> **Listed entries**:
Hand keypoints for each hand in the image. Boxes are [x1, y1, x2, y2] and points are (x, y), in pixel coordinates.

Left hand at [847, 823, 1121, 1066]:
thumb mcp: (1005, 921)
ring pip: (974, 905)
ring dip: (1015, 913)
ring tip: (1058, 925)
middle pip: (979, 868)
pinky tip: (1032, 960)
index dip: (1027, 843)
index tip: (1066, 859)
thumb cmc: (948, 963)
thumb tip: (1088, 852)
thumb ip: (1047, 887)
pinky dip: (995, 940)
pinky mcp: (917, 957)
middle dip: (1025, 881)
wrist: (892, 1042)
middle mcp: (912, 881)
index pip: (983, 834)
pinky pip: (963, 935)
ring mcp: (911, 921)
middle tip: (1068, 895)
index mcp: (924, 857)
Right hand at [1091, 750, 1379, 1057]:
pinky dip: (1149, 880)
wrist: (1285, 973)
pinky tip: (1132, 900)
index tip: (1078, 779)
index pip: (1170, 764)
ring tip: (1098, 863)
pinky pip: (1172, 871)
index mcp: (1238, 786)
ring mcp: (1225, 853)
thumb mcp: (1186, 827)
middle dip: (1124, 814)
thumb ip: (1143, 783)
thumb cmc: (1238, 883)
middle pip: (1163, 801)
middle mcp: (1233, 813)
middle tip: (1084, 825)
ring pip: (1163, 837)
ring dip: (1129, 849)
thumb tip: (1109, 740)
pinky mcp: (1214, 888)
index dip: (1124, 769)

...

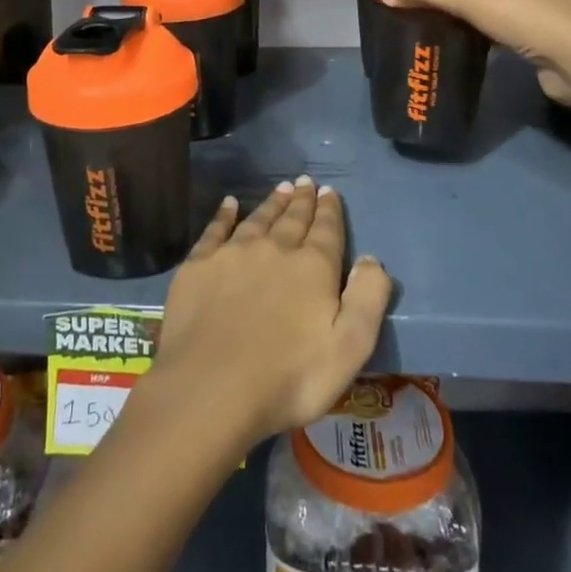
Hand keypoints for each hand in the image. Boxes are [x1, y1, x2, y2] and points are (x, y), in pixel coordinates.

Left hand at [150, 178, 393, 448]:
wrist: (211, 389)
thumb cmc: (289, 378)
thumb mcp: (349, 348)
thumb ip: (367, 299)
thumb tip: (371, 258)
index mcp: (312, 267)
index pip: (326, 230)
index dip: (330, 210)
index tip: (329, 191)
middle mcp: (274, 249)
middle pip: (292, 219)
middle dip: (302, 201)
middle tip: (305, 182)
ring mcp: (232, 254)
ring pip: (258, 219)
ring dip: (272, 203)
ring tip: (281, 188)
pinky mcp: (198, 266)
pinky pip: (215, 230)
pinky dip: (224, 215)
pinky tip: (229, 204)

---

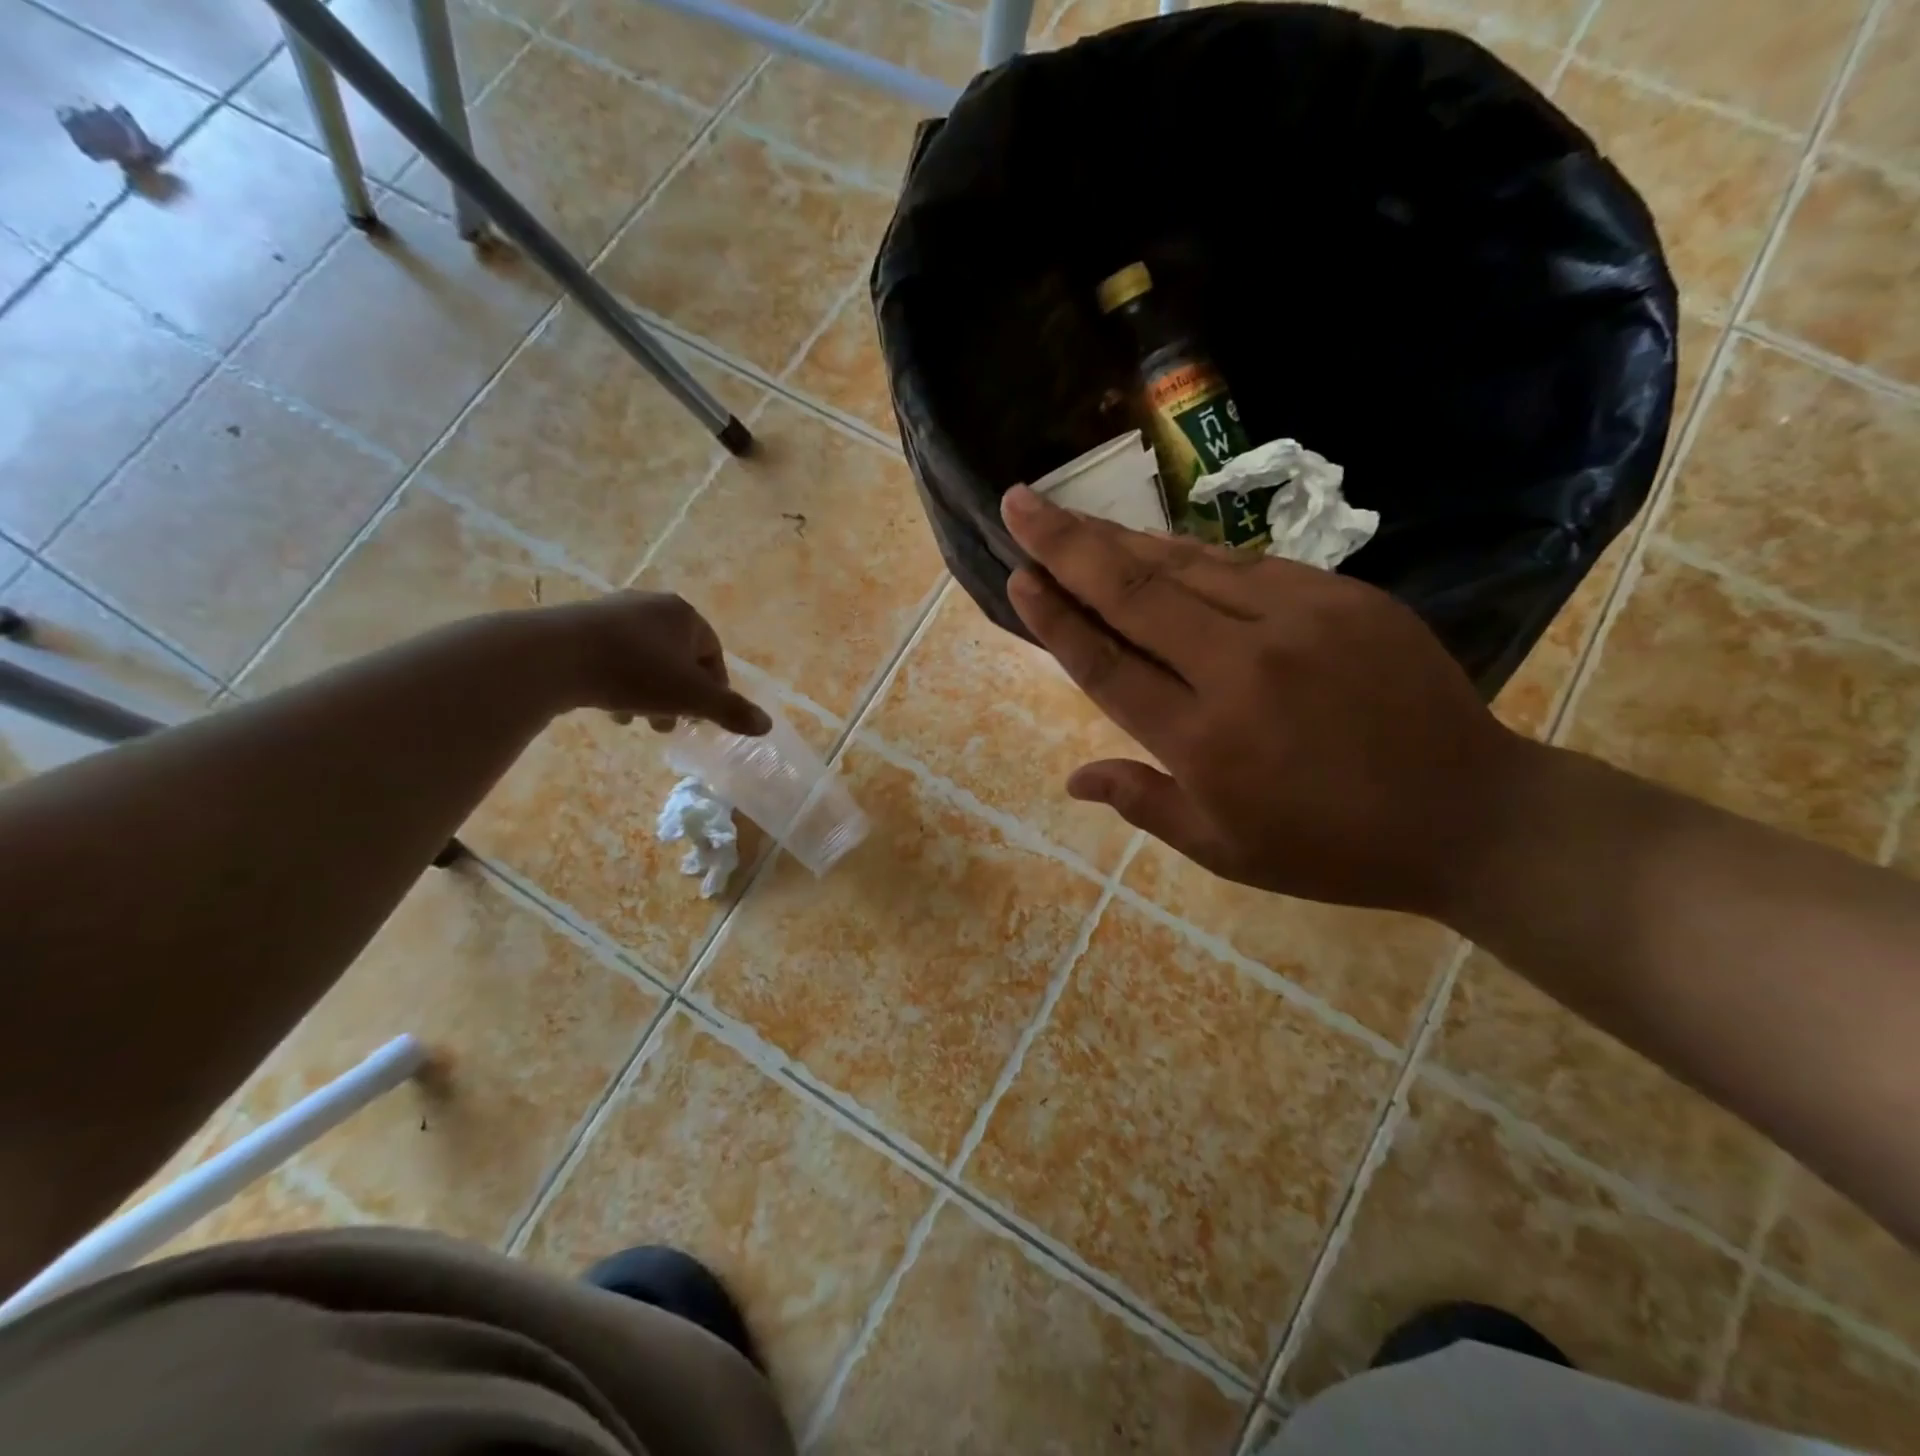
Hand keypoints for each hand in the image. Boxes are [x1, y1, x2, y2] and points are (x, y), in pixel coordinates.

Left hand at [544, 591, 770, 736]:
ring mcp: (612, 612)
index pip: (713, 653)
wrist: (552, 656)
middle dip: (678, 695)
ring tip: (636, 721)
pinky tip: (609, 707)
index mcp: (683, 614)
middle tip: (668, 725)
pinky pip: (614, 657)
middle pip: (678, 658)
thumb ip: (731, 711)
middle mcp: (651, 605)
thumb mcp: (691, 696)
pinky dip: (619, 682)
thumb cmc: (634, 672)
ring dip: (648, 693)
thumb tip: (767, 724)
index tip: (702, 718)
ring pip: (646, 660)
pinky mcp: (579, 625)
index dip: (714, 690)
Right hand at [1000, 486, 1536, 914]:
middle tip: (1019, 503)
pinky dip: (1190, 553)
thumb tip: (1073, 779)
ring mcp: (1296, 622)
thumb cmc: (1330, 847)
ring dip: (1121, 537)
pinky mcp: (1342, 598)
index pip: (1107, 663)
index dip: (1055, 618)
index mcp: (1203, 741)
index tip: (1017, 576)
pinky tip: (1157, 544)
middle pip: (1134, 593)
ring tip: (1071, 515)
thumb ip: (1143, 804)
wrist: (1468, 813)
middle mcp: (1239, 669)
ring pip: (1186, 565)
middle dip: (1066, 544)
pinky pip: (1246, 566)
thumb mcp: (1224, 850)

> **Your goal**: Could you write out, exactly as they stand, only the lines above that begin at the line with "thumb cmc: (1330, 847)" and stop after the line with "thumb mcp: (1224, 850)"?

> **Written answer**:
thumb cmc: (1330, 847)
ring dip: (1121, 537)
pinky mcp: (1342, 598)
index pip: (1107, 663)
index dip: (1055, 618)
index mcp: (1203, 741)
index tip: (1017, 576)
pinky tip: (1157, 544)
middle pip: (1134, 593)
ring tip: (1071, 515)
thumb ip: (1143, 804)
wrist: (1468, 813)
middle mcp: (1239, 669)
ring pip: (1186, 565)
middle dip: (1066, 544)
pinky pip: (1246, 566)
thumb mcp: (1224, 850)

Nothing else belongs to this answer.